From the palace, the group headed through the hectic open market and down a dusty dirt road to the Euphrates. Seelaus emptied his pockets, took off his shirt, and waited. They had been warned that the ancient waters were unclean, but Seelaus was relieved to see baby fish swimming in the murky water. There was life there. When the chaplain beckoned to him, he walked confidently into the Euphrates and was baptized in Babylon. Iraq was never the same for Seelaus after that August day. "I became more patient, even a little more trustful," he says. "A lot of my fear just seemed to evaporate. The danger was the same, but I was different."
It was some months later that Seelaus found himself in another classroom. The unit communications officer was a professor at Pepperdine University. A student there had collected school bags and much-needed supplies to distribute to Iraqi schools. Seelaus volunteered to go.
Even on a goodwill mission, no advance announcement was made for fear of traps. "We were locked and loaded in full battle rattle," he says. "We were taking school supplies but watching every minute for improvised explosive devices." On arrival, the soldiers immediately jumped off the Humvees to take point around the perimeter. "The man serving us tea could have been firing rockets at night," he says. "That had not changed."

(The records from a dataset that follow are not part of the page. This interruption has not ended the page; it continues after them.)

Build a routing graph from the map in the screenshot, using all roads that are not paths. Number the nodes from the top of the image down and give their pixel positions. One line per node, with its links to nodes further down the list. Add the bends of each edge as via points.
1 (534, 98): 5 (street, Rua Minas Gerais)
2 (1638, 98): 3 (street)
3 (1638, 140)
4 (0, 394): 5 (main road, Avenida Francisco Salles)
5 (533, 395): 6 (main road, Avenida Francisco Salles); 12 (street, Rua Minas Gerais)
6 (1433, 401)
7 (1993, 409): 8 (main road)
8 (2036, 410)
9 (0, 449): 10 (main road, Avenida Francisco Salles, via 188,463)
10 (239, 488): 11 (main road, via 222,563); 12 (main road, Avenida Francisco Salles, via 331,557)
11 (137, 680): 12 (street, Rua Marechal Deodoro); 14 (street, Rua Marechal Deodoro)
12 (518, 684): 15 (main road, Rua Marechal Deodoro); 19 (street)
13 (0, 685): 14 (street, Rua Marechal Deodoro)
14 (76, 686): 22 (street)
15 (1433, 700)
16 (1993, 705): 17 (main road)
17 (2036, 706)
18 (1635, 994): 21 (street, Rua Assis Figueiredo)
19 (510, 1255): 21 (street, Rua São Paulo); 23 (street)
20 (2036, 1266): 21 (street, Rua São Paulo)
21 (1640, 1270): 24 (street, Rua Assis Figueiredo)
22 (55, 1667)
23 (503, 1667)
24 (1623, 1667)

He was shocked by the schools. "There were dirt floors and broken windows and no electricity. Just rows of desks crowding the room, and bare walls." But the children were the same as the second-graders he'd left behind in Philadelphia. "One little boy looked me up and down and gave me the thumbs-up sign. These kids could have been my own students," he says, "yet here I was in full battle gear." Despite the trust-no-one edict, Seelaus saw what he needed to do. "Every impulse told me to take my helmet off -- and finally I did. I put my weapon aside and handed it to someone else. I can't love children with a weapon in my hand."
Seelaus finally returned home last spring after being deployed for 425 days. This fall, he is back teaching second grade in Philadelphia. Instead of 27 hours on tower guard duty, he's reading Arthur's Back to School Day. "It's wonderful," he says, "wonderful that I made it back." The prayer stone? He carries it every day in his pocket.